▸ **Your assignment**: Within the records below, find each line with the word "shape" and copy it out.

=-=-=

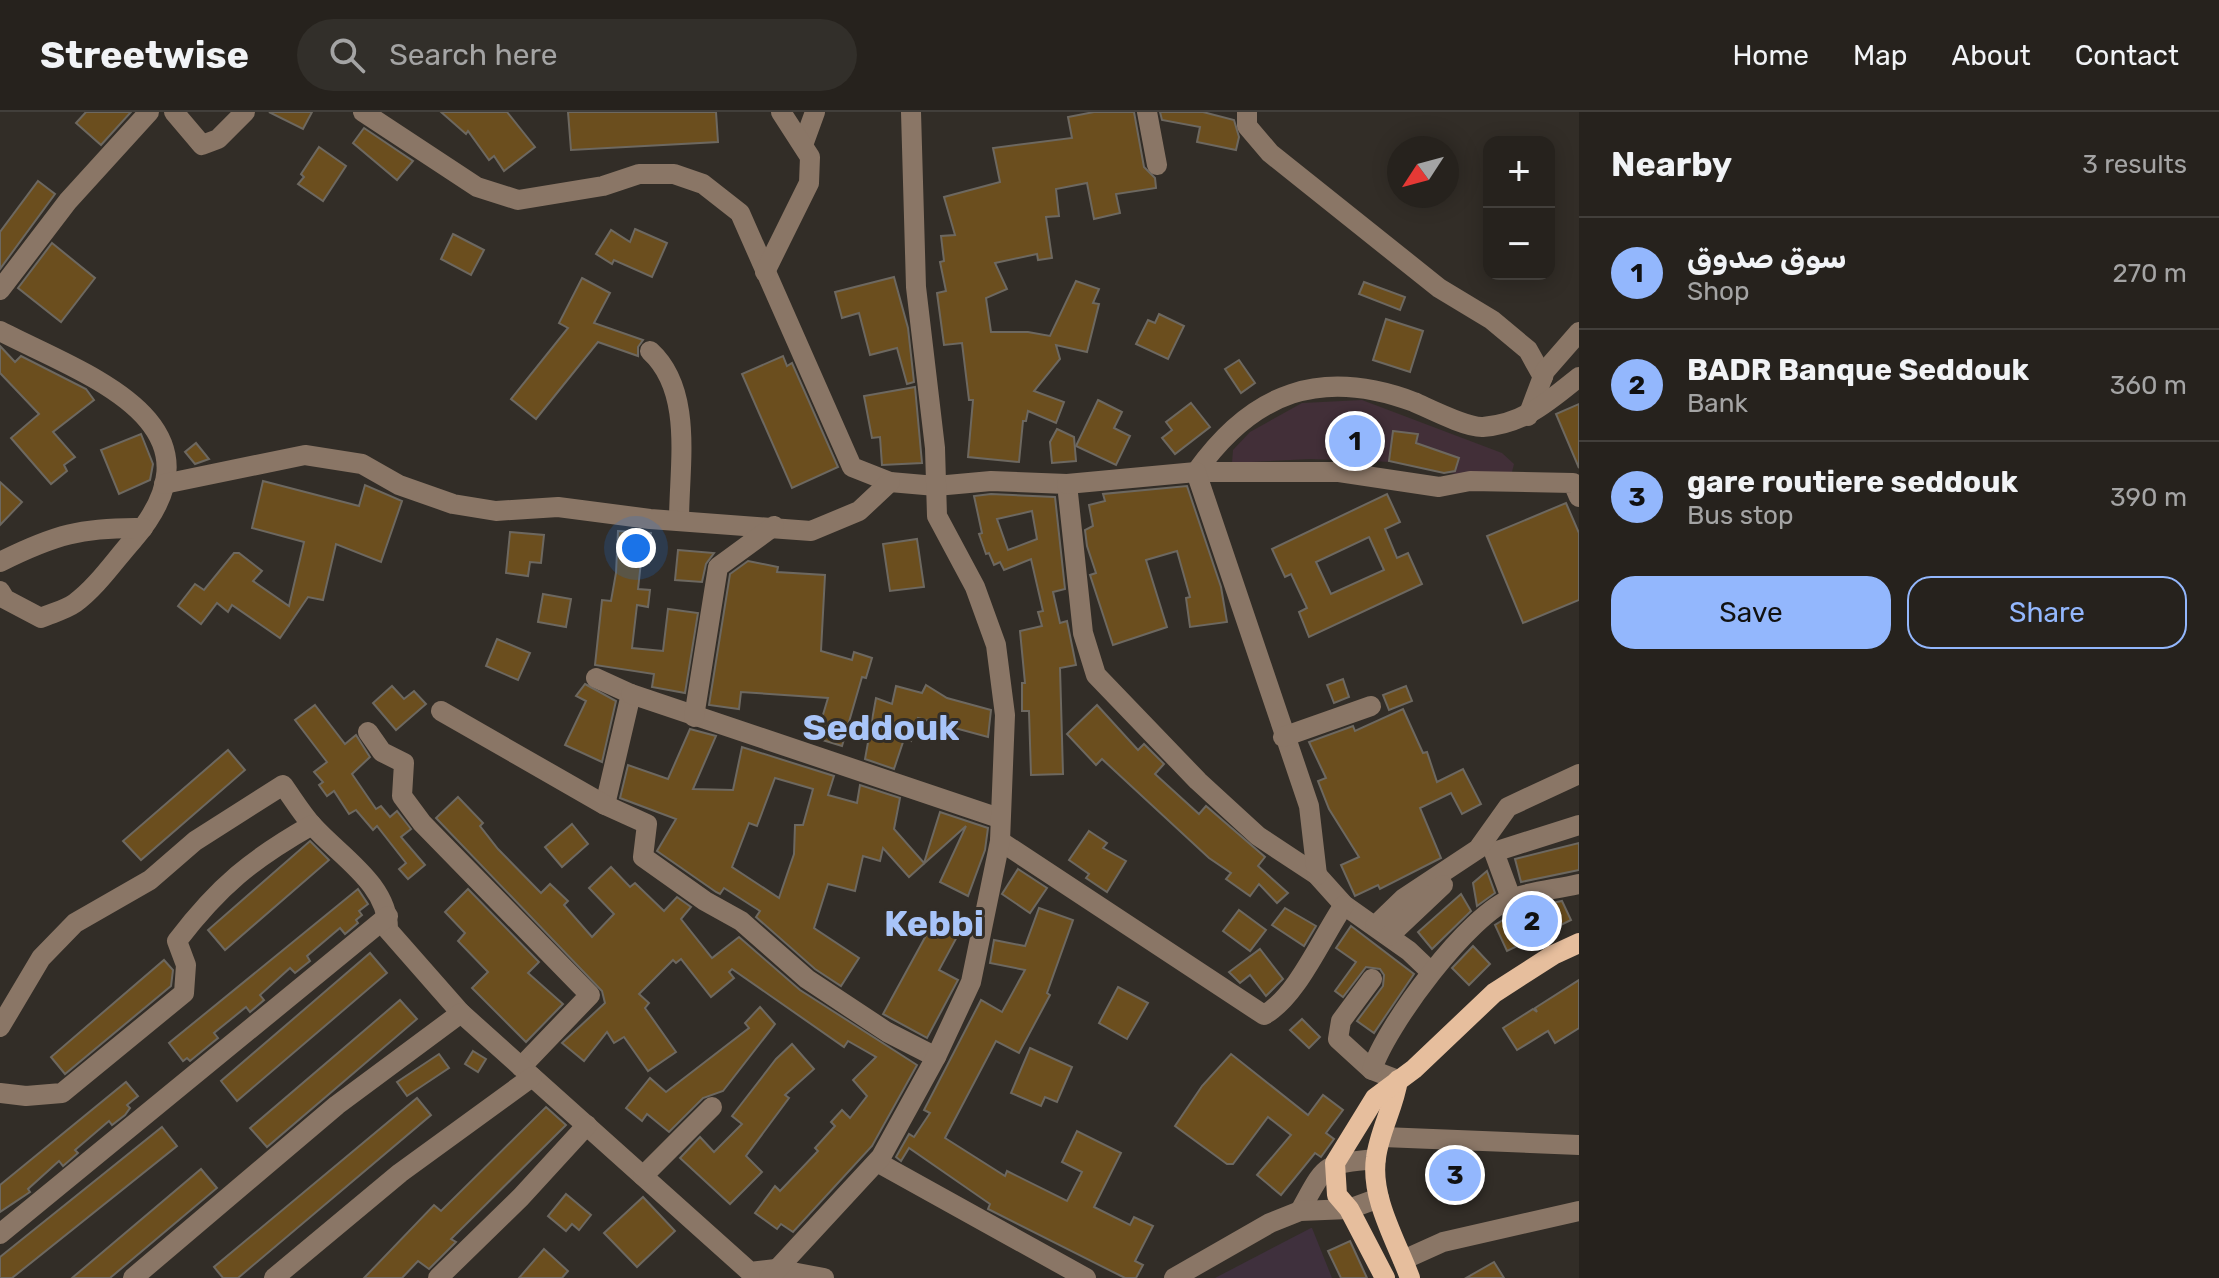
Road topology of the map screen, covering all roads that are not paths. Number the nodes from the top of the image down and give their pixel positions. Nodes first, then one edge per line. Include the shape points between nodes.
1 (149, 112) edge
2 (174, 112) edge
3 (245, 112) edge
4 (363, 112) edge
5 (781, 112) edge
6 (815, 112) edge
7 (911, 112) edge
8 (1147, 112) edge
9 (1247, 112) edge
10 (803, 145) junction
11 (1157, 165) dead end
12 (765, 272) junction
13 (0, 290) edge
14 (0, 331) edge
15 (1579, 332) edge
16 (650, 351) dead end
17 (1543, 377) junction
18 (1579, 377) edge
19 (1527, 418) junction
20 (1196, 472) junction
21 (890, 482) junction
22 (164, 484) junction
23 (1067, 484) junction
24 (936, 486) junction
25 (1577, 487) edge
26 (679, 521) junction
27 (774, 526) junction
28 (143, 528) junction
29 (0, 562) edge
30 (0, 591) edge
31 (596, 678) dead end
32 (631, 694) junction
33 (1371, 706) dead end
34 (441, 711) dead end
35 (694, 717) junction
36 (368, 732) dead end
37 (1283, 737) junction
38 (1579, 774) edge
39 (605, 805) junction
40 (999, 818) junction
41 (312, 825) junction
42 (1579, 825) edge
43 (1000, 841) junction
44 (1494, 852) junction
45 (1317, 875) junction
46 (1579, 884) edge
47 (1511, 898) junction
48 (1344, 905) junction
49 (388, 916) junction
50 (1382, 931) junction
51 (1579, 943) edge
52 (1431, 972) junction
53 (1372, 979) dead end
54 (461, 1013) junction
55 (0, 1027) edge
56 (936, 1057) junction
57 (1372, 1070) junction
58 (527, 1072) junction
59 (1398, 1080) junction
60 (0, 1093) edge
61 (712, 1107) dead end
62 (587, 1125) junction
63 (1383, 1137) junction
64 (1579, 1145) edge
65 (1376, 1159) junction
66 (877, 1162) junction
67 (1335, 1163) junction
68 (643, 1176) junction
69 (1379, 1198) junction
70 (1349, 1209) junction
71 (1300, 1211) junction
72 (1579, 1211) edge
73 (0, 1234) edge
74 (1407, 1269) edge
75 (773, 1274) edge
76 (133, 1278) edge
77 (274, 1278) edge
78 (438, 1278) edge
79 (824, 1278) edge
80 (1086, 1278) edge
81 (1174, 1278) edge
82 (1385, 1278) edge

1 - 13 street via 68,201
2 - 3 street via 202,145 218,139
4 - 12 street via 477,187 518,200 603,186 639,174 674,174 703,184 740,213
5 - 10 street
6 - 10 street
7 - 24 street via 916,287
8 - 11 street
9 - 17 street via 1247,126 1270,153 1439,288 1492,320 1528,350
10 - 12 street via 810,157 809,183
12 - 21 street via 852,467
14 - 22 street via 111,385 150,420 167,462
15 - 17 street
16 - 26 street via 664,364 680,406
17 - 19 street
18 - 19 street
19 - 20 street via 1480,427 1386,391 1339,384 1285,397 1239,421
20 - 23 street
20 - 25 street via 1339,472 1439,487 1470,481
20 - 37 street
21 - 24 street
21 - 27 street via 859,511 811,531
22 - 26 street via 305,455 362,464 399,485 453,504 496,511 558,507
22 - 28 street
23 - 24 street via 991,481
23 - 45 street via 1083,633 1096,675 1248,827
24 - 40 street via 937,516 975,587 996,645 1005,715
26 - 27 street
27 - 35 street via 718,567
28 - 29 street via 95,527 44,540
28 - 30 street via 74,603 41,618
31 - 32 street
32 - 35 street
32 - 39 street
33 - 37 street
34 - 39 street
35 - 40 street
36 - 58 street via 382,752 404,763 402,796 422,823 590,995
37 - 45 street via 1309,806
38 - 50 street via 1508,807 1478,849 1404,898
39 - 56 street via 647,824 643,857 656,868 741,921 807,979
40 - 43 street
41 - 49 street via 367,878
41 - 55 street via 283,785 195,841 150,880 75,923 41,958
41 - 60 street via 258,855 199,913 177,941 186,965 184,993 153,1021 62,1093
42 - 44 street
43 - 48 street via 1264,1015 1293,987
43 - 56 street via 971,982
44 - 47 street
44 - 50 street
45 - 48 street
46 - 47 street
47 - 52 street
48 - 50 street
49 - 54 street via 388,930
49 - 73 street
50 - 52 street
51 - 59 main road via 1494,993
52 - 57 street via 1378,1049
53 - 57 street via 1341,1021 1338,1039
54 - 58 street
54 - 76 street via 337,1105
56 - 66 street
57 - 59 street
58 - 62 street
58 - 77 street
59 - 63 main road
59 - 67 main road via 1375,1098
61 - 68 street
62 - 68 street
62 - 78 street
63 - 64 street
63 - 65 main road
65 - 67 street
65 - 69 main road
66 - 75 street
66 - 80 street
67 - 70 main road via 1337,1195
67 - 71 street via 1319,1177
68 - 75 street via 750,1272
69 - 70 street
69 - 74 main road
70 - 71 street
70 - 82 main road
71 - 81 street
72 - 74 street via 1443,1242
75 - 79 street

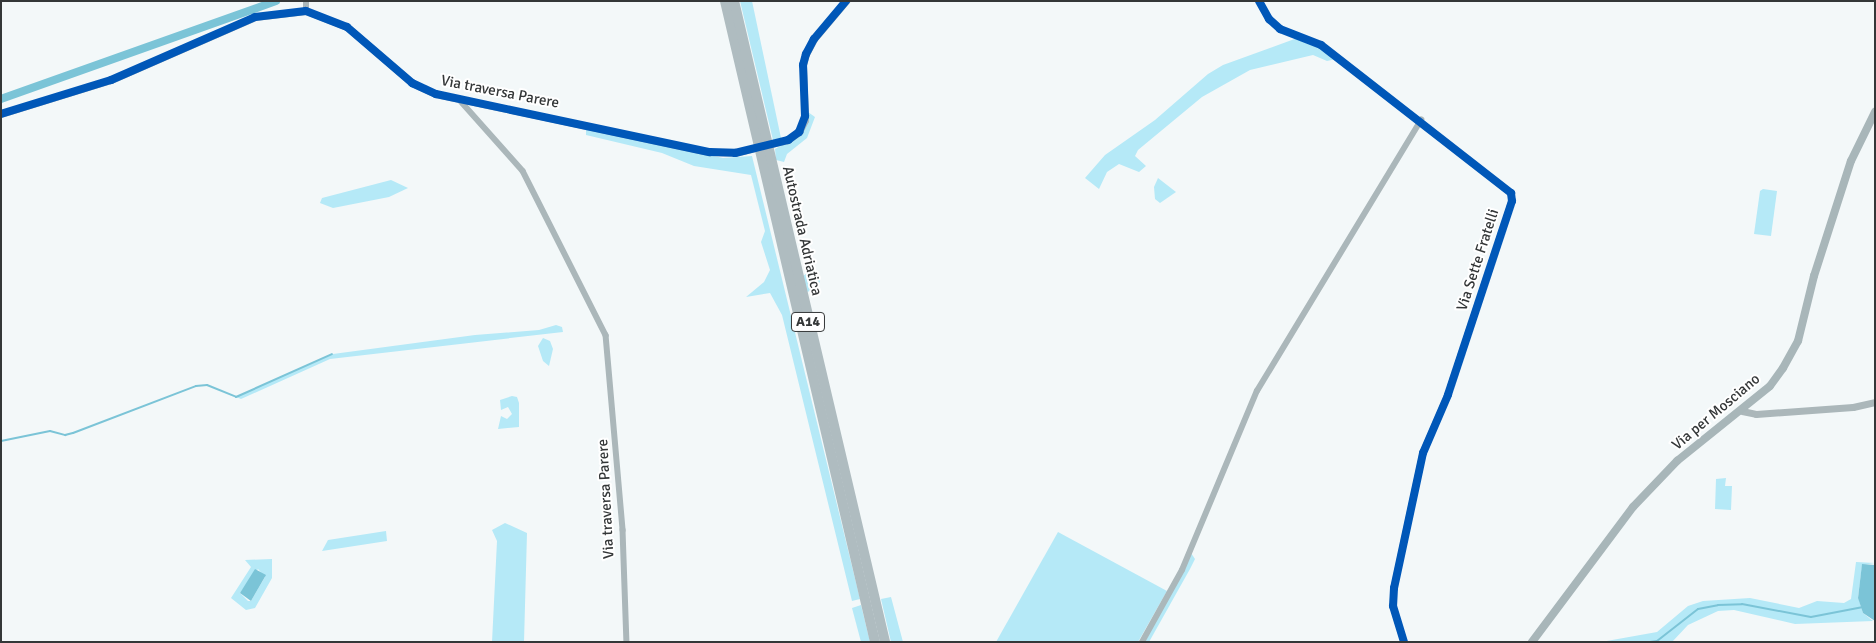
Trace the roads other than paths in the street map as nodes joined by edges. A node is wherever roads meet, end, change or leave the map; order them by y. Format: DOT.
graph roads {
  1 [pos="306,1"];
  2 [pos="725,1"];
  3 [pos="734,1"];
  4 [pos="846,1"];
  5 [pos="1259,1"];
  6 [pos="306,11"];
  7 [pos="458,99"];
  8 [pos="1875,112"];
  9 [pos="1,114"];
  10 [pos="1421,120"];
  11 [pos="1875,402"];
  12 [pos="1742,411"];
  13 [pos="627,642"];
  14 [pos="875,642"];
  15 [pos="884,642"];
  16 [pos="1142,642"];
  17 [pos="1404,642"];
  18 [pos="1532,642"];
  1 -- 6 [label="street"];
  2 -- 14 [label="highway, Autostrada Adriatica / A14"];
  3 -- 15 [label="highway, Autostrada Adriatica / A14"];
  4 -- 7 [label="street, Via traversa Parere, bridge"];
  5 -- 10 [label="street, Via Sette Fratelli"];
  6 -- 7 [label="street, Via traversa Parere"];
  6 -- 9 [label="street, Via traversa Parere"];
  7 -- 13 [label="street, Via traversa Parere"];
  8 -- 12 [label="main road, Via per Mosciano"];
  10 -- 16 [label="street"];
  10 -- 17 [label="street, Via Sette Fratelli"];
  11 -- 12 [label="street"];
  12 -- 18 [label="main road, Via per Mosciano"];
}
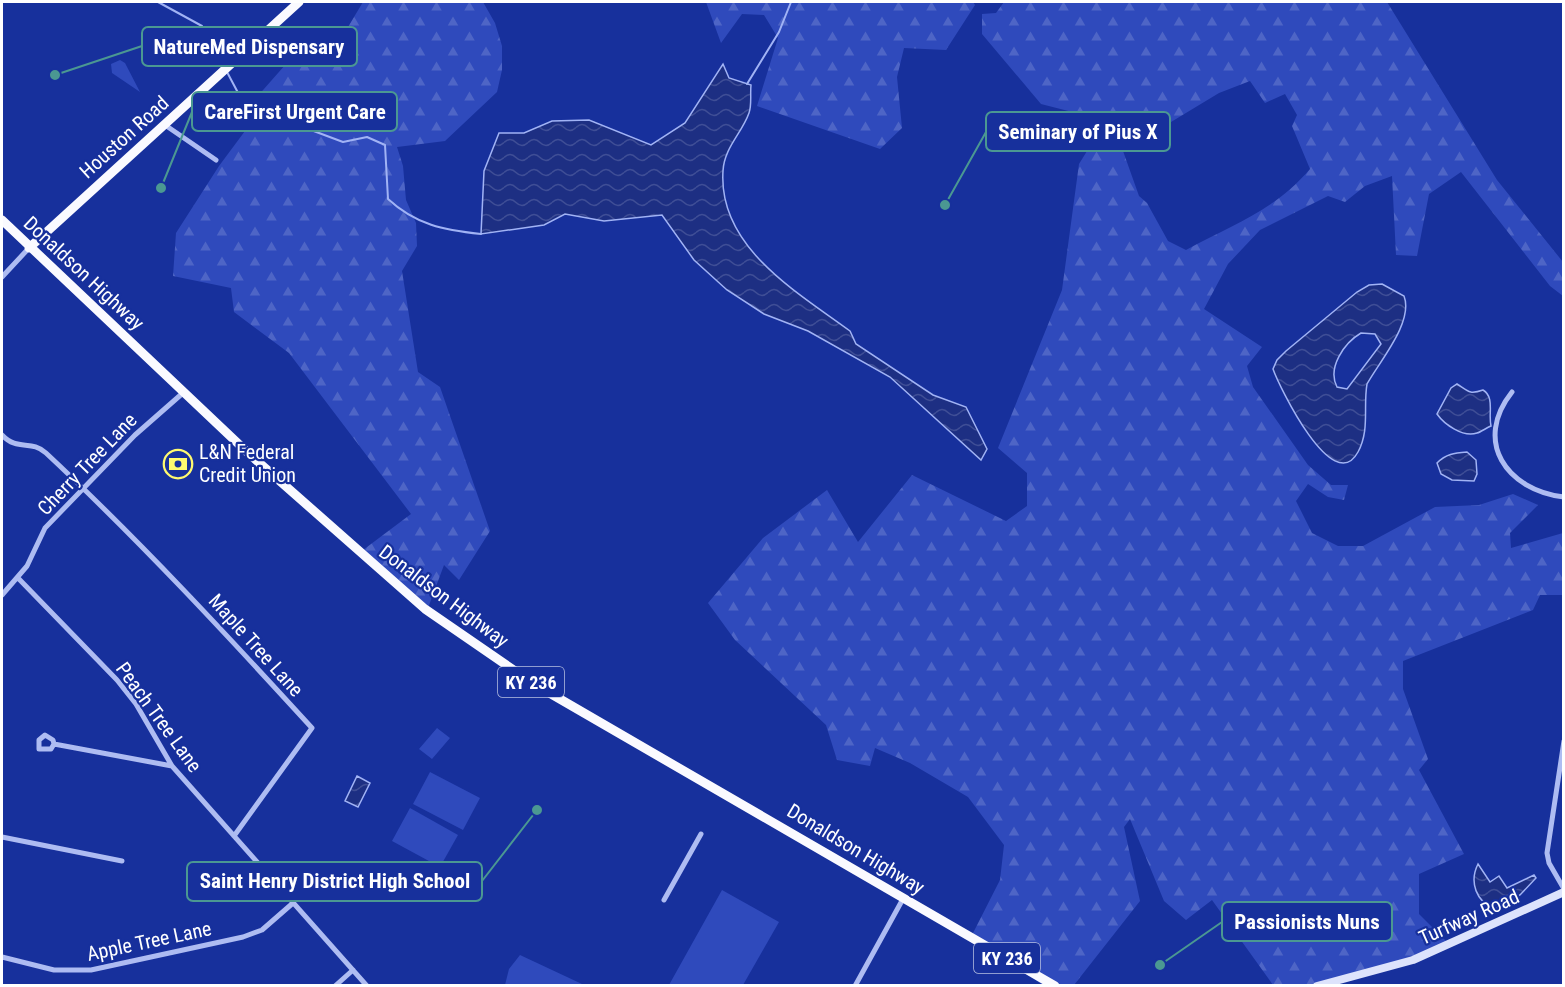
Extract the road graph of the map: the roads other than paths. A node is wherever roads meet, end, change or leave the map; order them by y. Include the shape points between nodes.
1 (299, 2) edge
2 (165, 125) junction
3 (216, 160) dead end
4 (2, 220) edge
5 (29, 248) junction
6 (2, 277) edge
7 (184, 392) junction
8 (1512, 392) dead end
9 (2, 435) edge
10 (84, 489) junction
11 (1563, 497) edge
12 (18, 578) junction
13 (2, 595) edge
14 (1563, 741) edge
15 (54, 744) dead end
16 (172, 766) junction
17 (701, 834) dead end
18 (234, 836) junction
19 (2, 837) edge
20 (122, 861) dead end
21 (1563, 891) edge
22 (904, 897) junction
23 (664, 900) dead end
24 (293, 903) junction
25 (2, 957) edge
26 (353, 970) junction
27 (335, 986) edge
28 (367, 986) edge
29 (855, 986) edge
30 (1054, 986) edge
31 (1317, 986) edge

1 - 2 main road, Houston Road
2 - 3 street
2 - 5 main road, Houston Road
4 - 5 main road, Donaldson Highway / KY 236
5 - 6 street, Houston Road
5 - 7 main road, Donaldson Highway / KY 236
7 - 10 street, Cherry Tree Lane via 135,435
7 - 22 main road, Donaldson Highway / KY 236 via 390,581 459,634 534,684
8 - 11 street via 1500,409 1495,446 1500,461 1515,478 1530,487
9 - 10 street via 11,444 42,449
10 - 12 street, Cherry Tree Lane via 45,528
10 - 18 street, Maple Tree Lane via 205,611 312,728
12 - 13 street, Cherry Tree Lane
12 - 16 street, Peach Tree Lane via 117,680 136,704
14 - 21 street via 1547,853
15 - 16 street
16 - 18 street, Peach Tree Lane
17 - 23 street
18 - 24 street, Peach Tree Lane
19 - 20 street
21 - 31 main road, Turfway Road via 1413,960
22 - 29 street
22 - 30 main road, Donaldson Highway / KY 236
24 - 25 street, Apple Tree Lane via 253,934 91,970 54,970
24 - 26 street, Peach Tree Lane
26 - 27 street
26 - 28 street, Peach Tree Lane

=-=-=

▸ **Expected answer**:
Road topology of the map screen, covering all roads that are not paths. Number the nodes from the top of the image down and give their pixel positions. Nodes first, then one edge per line. Include the shape points between nodes.
Extract the road graph of the map: the roads other than paths. A node is wherever roads meet, end, change or leave the map; order them by y. Include the shape points between nodes.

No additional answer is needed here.